Dell Computer

After a dizzying fall, the PC maker's shares may have finally hit the floor.

Michael Dell is buying. That was the word on the street on January 2, when the chairman and CEO of the number two PC maker, Dell Computer, added nearly 12 million shares to his already rather substantial holdings by exercising options. It was a hopeful sign and reversed the overwhelmingly bearish trading pattern of Dell senior executives and directors, whose insider sales dwarfed purchases by a ratio of more than one hundred to one in the fourth quarter of last year. Securities and Exchange Commission filings show that Dell himself sold some 18 million shares—and purchased none—in 2000. Of course, Dell's risk in investing in his company's battered shares was tempered by the exercise price of his options, which ranged from $0.98 to $4.63 per share. Less fortunate investors, many of whom watched in disbelief as their shares in Dell's company tumbled 66 percent last year, are licking their wounds and wondering whether shares of the bellwether computer manufacturer have finally hit bottom and the low share price presents a buying opportunity.

The good news is that the stock showed strength in the wake of the mid-January announcements of layoffs at Gateway and a profit warning from Hewlett-Packard. In the weeks following Michael Dell's January 2 purchase, the stock rose a healthy 38 percent. Still, Dell and its PC industry cohorts Apple Computer, Compaq, Gateway, and Hewlett-Packard are all sharply off their 52-week highs.

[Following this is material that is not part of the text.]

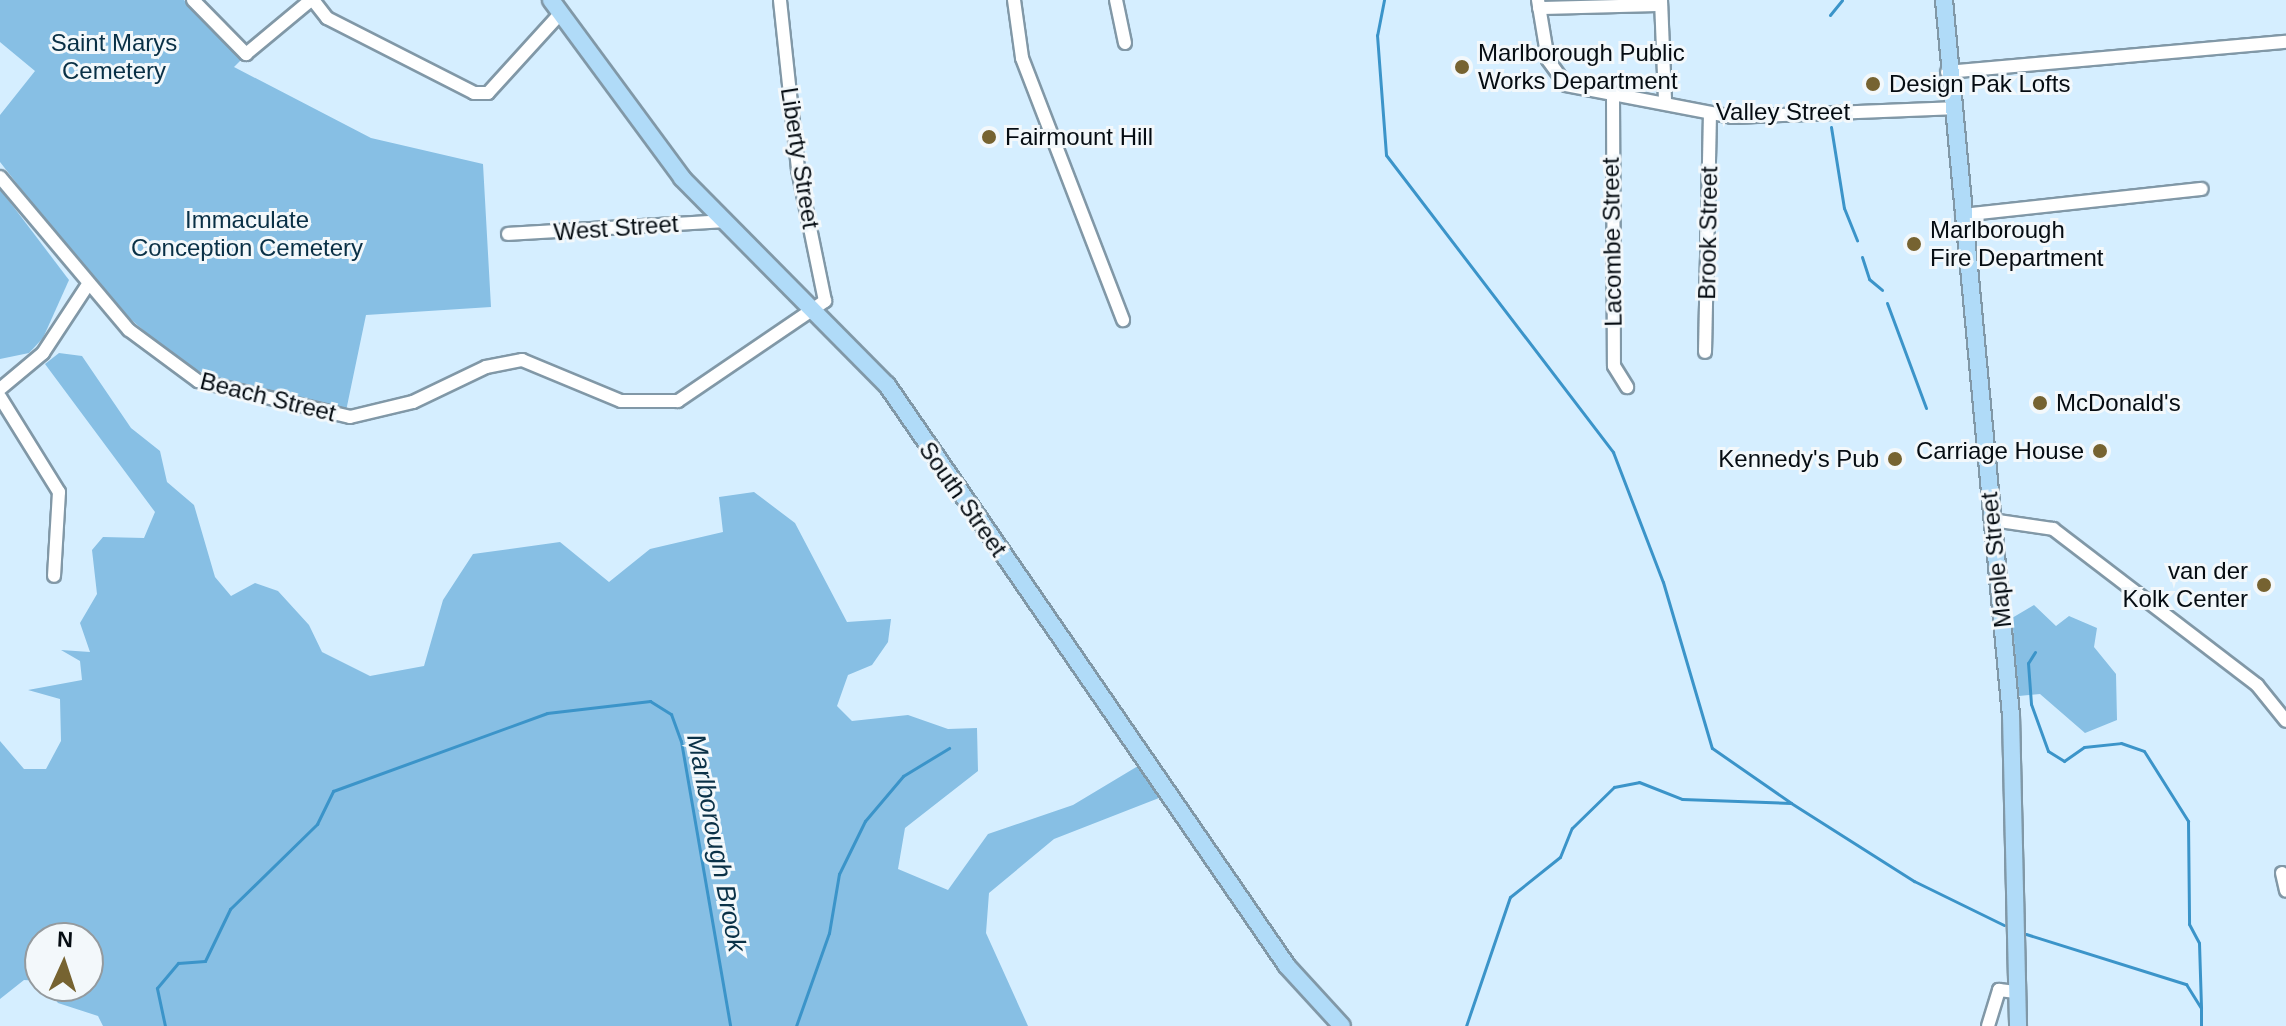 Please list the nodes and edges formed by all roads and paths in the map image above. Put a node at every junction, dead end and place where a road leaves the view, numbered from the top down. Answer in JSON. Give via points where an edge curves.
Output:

Of the beleaguered PC makers, Dell's shares are selling at a relatively rich multiple, about 30 times earnings, compared with an average of 19 for Gateway, Hewlett-Packard, and Apple Computer. That premium reflects the market's belief that Dell has an advantage, thanks to its recent push into higher-end computers, which still show signs of growth. "Dell has aggressively moved to increase the business it derives from storage and servers," says David Bailey, a computer hardware analyst with Gerard, Klauer, Mattison, and Company. (Nevertheless, for the quarter ending October 27, 2000, Dell derived more than half of its net revenue from its desktop-computer product line.) Dell's extension of its fabled direct sales model to more-expensive products makes it the best-positioned personal computer maker for today's challenging environment, says Bear Stearns analyst Andrew Neff. More encouraging still, Dell appears to be leading a successful price war in an attempt to edge out rivals and gain permanent market share. Though fourth-quarter profits were just 18 cents a share compared with Wall Street estimates of 25 cents, the company's sales rose more than 40 percent year-on-year—extremely robust expansion in a sector whose growth this year is forecast at 10 percent. According to Neff, Dell's growth has positioned it to wrest market share leadership from Compaq in a year or two.

The bad news? Don't expect much of a rebound in the share price until at least the second half of 2001, when the PC industry should begin to benefit from the adoption of Microsoft's latest operating system, Windows 2000; the accompanying upgrade cycle for corporate PCs; and easy year-over-year comparisons, says Robertson Stephens' Eric Rothdeutsch. In the near term the outlook for the industry is pretty depressing. Sales growth is slowing. PC shipments in the U.S. grew by just 6.4 percent in the fourth quarter of 2000 over the same period in 1999, reports research firm Gartner Dataquest. (That's the slowest rate since Gartner began keeping track, in 1993.)

Worse for PC makers is the fear that the market will dry up as a result of competition from wireless Internet appliances and other innovations that will make desktop computers obsolete. But competitors and industry pundits have been predicting the demise of the PC for years. And for years Michael Dell has laughed all the way to the bank. It may be time to start betting on him again.